Den Entwurf des neuen Wohnbaugesetzes kann man getrost als unausgegoren bezeichnen.
Das aktuell gültige Landesgesetz Nr. 13/98, welches im Laufe der Zeit regelmäßige Anpassungen erfahren hat, ist im Wesentlichen durchaus ausgeglichen.
Deshalb ist es in diesem Zusammenhang völlig unverständlich, dass der zuständige Landesrat Christian Tommasini das Rad neu erfinden will. So wurde beispielsweise die Kompaktheit des neuen Wohnbaugesetzes, welches von den aktuell in Kraft stehenden 152 Artikel auf 54 Artikel geschrumpft ist, als außerordentliche Erleichterung der Lesbarkeit proklamiert.
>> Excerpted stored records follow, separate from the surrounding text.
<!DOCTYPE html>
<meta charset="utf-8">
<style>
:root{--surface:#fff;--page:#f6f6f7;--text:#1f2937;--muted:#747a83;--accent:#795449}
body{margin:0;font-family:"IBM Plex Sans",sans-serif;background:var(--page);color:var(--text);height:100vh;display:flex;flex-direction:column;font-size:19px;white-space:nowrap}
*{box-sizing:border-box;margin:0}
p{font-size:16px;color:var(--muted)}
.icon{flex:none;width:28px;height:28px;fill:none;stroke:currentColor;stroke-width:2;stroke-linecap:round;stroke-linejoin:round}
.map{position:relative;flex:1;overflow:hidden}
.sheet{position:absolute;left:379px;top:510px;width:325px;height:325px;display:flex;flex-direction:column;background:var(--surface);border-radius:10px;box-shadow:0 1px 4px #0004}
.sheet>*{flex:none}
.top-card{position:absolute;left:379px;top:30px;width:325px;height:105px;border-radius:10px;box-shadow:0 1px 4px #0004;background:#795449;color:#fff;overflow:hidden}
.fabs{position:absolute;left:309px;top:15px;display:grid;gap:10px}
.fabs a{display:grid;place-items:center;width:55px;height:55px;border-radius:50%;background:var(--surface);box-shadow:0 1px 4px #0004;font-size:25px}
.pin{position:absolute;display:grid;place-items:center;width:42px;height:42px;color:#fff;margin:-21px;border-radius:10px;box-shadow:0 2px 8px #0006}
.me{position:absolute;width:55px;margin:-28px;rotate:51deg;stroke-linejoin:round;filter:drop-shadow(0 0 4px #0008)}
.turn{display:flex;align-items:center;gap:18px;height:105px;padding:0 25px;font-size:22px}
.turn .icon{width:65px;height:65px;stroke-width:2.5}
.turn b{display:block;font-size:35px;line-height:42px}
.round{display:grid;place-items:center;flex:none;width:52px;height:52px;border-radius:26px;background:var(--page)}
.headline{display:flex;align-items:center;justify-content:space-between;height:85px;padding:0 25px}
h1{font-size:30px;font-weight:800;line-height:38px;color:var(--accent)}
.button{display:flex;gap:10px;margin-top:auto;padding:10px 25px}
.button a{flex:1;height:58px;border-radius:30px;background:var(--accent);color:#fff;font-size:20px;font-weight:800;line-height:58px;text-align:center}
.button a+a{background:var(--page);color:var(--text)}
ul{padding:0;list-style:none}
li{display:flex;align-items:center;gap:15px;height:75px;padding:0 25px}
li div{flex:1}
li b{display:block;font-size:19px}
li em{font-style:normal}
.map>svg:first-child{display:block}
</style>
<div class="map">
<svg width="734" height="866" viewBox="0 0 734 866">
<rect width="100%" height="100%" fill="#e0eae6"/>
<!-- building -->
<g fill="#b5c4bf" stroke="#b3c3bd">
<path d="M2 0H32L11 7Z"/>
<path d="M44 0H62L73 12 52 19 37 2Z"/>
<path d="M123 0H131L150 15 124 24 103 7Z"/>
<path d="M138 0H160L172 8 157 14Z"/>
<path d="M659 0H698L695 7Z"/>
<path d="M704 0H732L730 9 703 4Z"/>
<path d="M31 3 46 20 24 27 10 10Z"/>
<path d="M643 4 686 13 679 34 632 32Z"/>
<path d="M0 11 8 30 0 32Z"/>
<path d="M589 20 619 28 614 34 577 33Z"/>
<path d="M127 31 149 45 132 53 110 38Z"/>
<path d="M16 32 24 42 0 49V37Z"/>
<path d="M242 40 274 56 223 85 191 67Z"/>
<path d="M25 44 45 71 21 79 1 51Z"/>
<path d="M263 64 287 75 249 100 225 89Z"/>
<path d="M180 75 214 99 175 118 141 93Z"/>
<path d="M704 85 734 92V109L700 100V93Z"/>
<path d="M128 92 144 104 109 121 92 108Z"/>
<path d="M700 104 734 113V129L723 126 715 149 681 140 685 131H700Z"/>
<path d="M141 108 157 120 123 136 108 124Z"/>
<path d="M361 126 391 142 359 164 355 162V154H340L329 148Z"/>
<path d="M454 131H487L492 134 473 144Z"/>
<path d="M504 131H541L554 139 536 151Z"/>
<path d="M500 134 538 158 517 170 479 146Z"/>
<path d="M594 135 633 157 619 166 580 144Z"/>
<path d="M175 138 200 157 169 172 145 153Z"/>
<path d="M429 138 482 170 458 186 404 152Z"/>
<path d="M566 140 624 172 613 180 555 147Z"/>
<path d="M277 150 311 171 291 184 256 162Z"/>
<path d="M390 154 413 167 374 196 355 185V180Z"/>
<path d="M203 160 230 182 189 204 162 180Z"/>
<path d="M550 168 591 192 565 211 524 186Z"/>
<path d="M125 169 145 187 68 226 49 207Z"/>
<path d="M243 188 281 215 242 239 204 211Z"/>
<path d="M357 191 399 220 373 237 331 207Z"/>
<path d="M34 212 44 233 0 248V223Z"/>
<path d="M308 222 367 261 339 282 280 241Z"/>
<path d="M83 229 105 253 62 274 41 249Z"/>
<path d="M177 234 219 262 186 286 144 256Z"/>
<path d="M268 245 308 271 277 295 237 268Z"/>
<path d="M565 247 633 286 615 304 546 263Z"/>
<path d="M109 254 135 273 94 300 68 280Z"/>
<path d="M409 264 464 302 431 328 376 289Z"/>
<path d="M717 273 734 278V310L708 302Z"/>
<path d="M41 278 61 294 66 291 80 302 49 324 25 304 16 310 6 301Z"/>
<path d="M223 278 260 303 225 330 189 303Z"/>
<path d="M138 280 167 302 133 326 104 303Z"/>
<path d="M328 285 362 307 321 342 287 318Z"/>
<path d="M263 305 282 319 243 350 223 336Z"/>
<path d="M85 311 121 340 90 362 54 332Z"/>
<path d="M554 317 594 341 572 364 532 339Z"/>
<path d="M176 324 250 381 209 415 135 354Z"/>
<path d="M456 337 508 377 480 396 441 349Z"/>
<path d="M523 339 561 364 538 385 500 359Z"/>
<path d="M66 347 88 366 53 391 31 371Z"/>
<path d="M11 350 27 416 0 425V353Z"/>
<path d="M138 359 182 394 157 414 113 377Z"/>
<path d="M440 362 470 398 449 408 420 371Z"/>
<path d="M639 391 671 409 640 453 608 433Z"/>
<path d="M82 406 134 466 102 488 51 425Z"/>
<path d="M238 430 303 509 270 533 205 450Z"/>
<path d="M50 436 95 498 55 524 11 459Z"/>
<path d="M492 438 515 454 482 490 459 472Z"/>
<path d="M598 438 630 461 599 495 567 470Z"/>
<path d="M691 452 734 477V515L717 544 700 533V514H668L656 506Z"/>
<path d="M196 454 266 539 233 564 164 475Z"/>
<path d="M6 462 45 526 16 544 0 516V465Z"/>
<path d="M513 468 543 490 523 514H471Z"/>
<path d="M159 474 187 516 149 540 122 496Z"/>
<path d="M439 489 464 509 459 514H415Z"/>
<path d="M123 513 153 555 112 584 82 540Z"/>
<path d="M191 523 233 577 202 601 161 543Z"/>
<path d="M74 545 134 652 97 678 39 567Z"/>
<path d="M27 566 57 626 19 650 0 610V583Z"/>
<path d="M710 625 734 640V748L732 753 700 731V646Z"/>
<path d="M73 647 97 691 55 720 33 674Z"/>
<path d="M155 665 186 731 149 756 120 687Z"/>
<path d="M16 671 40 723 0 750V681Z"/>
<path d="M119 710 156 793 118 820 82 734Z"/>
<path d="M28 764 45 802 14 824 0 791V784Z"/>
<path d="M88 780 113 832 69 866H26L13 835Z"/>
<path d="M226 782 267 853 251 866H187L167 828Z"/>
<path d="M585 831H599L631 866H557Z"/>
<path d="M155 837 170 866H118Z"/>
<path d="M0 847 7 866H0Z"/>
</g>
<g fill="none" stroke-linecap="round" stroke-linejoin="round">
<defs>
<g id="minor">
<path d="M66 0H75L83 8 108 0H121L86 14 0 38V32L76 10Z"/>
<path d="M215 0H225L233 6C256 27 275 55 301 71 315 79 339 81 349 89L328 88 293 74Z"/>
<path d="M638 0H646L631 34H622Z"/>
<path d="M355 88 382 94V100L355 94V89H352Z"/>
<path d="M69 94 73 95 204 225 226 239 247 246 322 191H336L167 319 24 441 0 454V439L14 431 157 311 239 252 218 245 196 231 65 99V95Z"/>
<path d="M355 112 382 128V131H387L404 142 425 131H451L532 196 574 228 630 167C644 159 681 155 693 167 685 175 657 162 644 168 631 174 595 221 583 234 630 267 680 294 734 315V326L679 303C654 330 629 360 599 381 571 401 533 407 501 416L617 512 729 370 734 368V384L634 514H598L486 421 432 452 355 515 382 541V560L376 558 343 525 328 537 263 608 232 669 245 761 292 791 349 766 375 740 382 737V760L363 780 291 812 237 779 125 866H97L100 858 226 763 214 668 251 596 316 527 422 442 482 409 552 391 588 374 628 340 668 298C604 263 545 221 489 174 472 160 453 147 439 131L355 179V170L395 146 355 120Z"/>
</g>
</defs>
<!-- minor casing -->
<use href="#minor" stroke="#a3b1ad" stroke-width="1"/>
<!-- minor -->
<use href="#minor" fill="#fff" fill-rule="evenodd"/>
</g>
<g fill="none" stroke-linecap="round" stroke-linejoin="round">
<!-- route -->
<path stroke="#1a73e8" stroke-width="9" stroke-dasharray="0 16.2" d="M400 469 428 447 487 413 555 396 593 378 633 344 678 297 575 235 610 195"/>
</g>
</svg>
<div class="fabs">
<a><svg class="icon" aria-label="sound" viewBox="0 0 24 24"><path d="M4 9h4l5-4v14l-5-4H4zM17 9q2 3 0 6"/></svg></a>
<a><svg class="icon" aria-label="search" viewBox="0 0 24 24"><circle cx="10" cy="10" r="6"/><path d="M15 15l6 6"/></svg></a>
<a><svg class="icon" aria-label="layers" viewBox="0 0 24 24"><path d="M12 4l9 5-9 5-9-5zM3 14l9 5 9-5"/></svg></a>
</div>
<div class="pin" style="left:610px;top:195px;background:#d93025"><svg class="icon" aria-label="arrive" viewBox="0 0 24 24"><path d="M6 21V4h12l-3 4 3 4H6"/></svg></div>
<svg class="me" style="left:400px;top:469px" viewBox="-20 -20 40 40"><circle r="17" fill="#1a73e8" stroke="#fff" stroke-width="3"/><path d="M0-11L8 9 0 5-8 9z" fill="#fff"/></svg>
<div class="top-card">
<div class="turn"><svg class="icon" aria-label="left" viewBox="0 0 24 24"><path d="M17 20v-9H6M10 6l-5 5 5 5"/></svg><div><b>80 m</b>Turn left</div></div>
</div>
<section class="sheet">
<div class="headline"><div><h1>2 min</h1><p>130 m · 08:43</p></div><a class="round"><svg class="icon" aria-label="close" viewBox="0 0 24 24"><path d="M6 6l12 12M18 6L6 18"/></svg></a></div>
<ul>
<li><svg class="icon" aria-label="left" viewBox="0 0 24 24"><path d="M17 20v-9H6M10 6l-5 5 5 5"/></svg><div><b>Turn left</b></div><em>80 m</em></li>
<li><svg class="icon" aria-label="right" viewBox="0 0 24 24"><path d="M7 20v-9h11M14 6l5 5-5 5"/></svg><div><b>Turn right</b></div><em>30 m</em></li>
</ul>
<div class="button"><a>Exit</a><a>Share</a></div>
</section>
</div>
Fakt ist, dass dieses neue, gestutzte Gesetz nur einen groben Rahmen vorgibt, der vorsieht, dass bedeutende Faktoren erst im Laufe der Zeit durch Beschlüsse der Landesregierung oder mittels Durchführungsverordnungen geregelt werden sollen. Unabhängig vom Umstand, dass dieses Gesetz aktuell somit kaum Rechtssicherheit bietet, wird es im Laufe der Zeit von Beschlüssen oder Durchführungsverordnungen derart gemästet werden, dass sich die Lesbarkeit im Vergleich zum gültigen Landesgesetz Nr. 13/98 zweifelsfrei verschlechtern wird.
Verschlechtern werden sich laut Gesetzesentwurf auch die Bedingungen für die Bürger. So wird leichtsinnig z.B. die angemessene Wohnfläche verringert. Eine Tatsache, die nicht nur planlos erscheint, sondern auf dem Rücken der Bürger ausgetragen wird.
Genauso achtlos ersetzt im Entwurf des neuen Wohnbaugesetzes die neue Berechnung der Konventionalfläche eine etablierte, gerechte Methode. Zukünftig gibt es keine Korrekturkoeffizienten mehr, d.h., dass die Fläche der Balkone, Keller, Terrassen etc. gleich berechnet wird, wie z.B. jene eines Wohnzimmers – mit ausschließlich negativen Folgen.
Das Beibehalten am System EEVE als Grundlage für Förderungen ist auch nicht nachvollziehbar, vor allem aufgrund des bekannten Sachverhaltes, dass sich die Einführung der EEVE in vielen Fällen negativ auf die Antragsteller ausgewirkt hat.
In dieser Form ist dieser Gesetzentwurf absolut abzulehnen, da er Unsicherheiten und großteils Rückschritte im Vergleich zur aktuellen Regelung birgt.